Par le passé, pourtant, des tentatives autour du logement et notamment social ont bien fait l’objet de différentes études et révisions du schéma directeur de Beyrouth mais aussi des différents projets urbains. Cependant, ils n’ont jamais vu le jour et les projets ont visé d’autres secteurs, comme le schéma décrété en 1954 qui reste un simple traçage routier traduisant l’époque de l’urbanisme routier. « D’autre part, le chantage politique exercé au sein des différents pôles de la gouvernance divisés entre les communautés religieuses qui composent le Liban ont fait échouer des initiatives importantes notamment le projet Elyssar qui prévoyait du logement social dans la banlieue sud » remarque la chercheuse urbaniste Rouba Wehbe « Il faut ajouter qu’en 2000 le ministère du logement et des coopératives a été supprimé et l’État a consolidé l’accord financier prévu entre les banques privées, les banques du Liban et l’institution publique du logement afin de faciliter l’accès à des crédits immobiliers et à la propriété aux classes moyennes et supérieures. » Dès lors, les classes inférieures en ont été exclues et se sont retrouvées de plus en plus poussées vers le secteur informel. L’accès à un logement abordable pour un large pan de population et pour les nouvelles populations de réfugié·es se fait donc dans les quartiers irréguliers, construits sans permis de construction, ou par l’occupation informelle d’un bien régulier, construit avec un permis. Ce mode de logement précaire est observé dans tout Beyrouth, dans les quartiers péri-centraux, et les banlieues proches et lointaines.

« C’est par le biais du secteur informel (travail et logement) qu’un million et demi de réfugié·es syrien·nes sont absorbé·es dans les agglomérations libanaises. 80 % habitent les villes, les 20 % restant sont dans des camps informels dans les campagnes de l’Est et du Nord du pays » poursuit Rouba Wehbe qui précise que, « traumatisées » par l’expérience palestinienne, les autorités libanaises ont renoncé à la formalisation des camps des réfugié·es syrien·nes.
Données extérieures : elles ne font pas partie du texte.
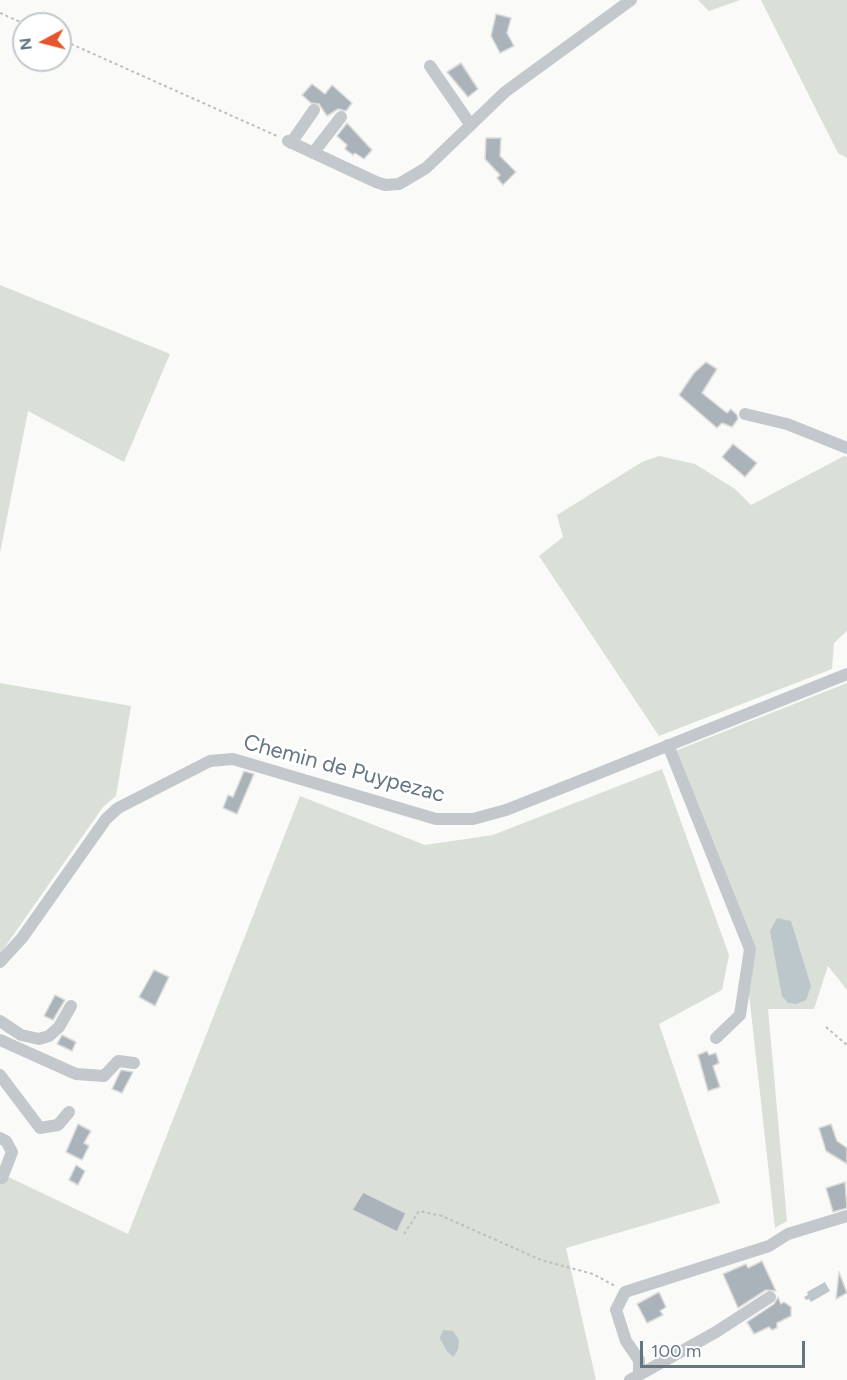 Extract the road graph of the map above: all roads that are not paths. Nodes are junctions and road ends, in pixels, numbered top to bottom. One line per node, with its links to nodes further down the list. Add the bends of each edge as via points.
1 (631, 0): 5 (street, via 504,92)
2 (430, 66): 5 (street)
3 (314, 110): 6 (street, via 290,142)
4 (341, 117): 6 (street)
5 (470, 124): 6 (street, via 426,168 399,183 376,182)
6 (313, 153)
7 (746, 414): 8 (street, via 787,424)
8 (847, 448)
9 (847, 674): 10 (street, Chemin de Puypezac)
10 (668, 745): 11 (street, Chemin de Puypezac, via 506,810 473,819 436,819 233,759 210,760 118,808 106,819 22,938); 14 (street, via 750,949 740,1016)
11 (0, 962)
12 (71, 1006): 13 (street, via 59,1027 39,1039 21,1035)
13 (0, 1021)
14 (716, 1038)
15 (0, 1040): 16 (street, via 76,1074 104,1076 118,1061)
16 (134, 1063)
17 (0, 1075): 18 (street, via 40,1128 58,1125)
18 (69, 1112)
19 (0, 1138): 20 (street, via 12,1152)
20 (2, 1178)
21 (847, 1216): 23 (street, via 788,1234 769,1246 625,1292 616,1310 626,1341 639,1360)
22 (770, 1296): 23 (street, via 716,1332)
23 (635, 1377) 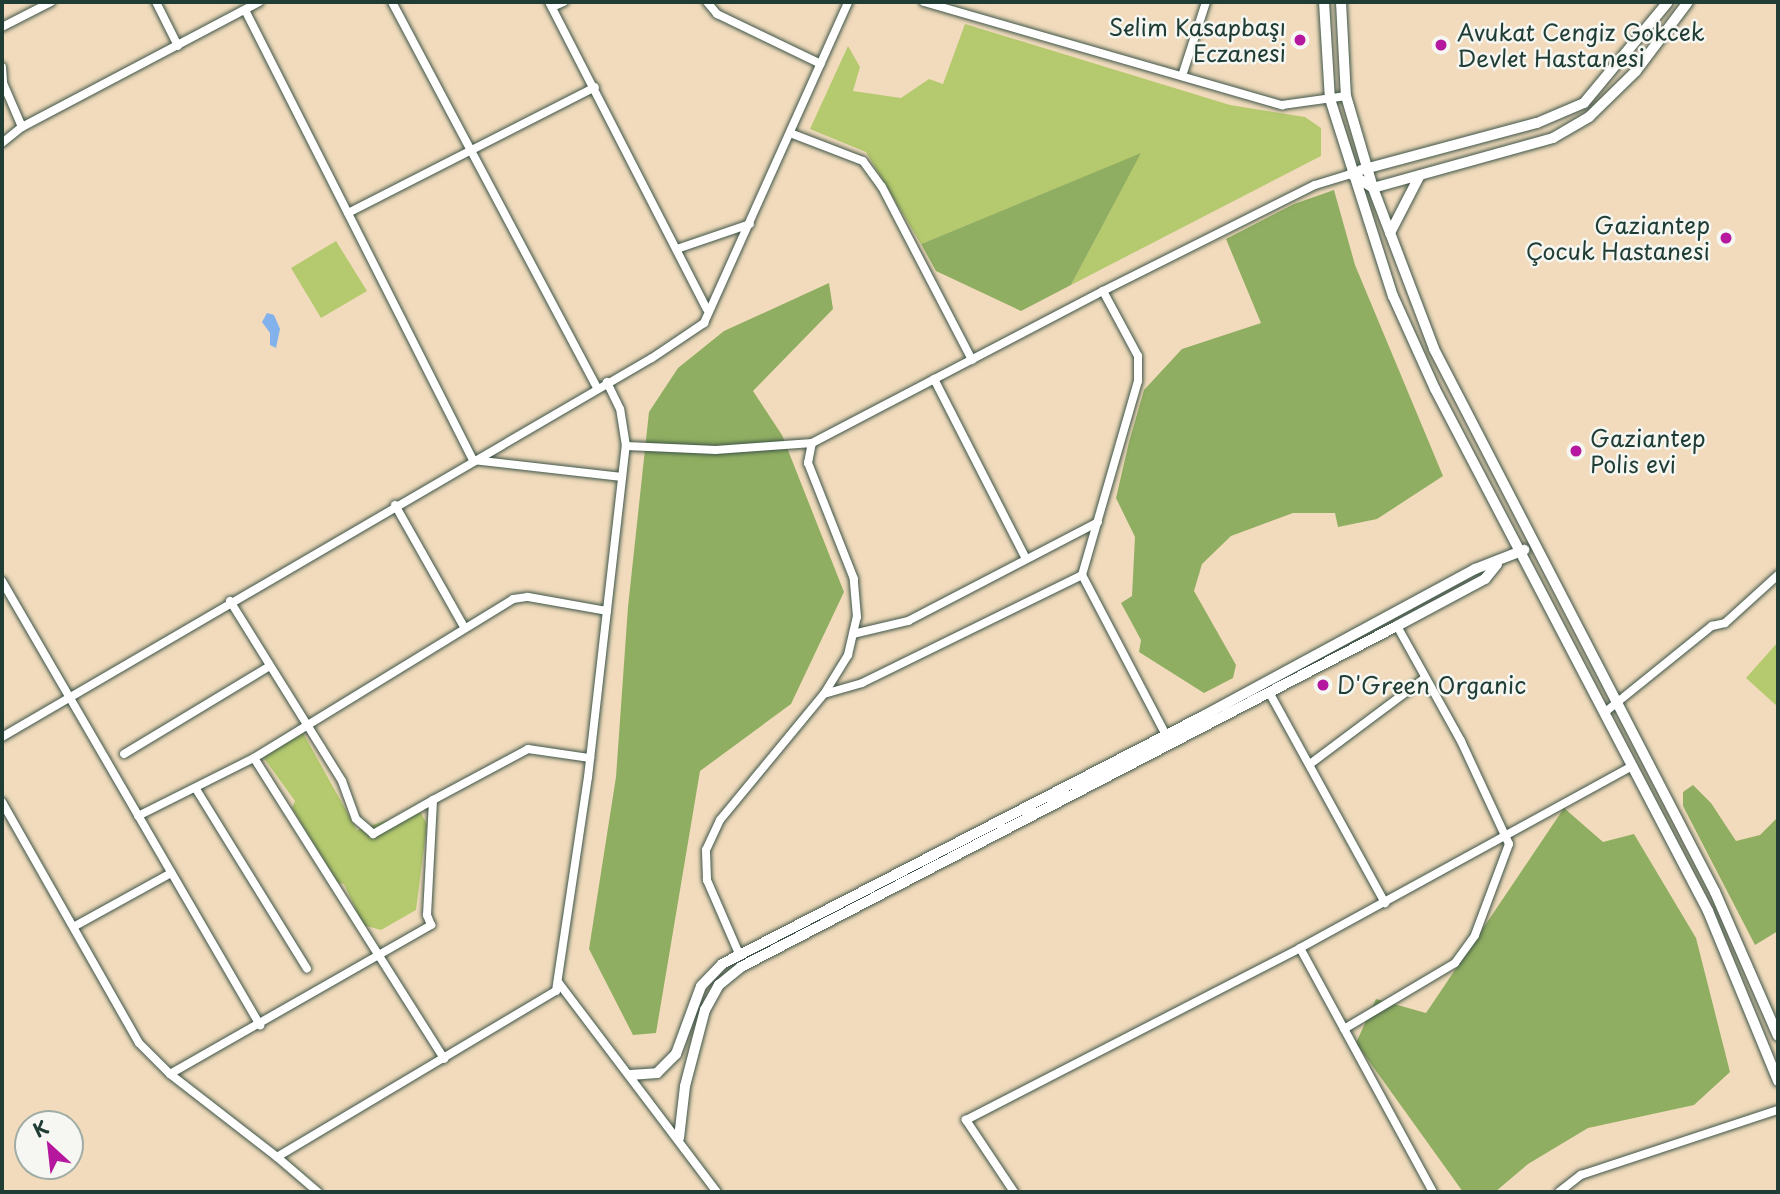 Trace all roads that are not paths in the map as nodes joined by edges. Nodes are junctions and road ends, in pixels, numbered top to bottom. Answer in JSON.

Il n’est pas rare de voir au Liban des propriétaires louer leurs terres ou diviser leurs appartements en trois pour loger plus de familles syriennes et s’assurer une rente mensuelle importante : à Beyrouth, c’est le cas dans les quartiers de Bourj Hammoud (arménien) et de Nabaa. Les patrons, de leur côté, payent souvent moins cher les employé·es syrien·nes de plus en plus visibles dans le secteur des services. Dans le camp de Chatila et dans le quartier de Bourj Hammoud, on trouve ainsi des constructions, issues des migrations passées, être louées aux Syrien·nes au cœur de la capitale. Avec le temps, certains camps se sont fortifiés troquant la toile et la tôle contre le béton. « L’endurcissement de camps palestiniens, débuté dans les années 40, a permis à des populations de réfugié·es de devenir propriétaires de leur logement et certain·es les louent aujourd’hui aux Syrien·nes, des documents attestent de la propriété », confie Rouba Wehbe. 80 % des réfugié·es syrien·nes habitent les villes et trouvent souvent refuge dans ces quartiers informels. Cette situation explique que des bâtiments de deux étages sont parfois passés à six voir sept étages dans les rues exsangues de Chatila au fil des années et des nouvelles arrivées. « Les Syrien·nes se sont greffé·es à d’autres expériences de réfugié·es et de fuite s’intégrant parfaitement au paysage de misère qui entoure Beyrouth », conclut l’urbaniste.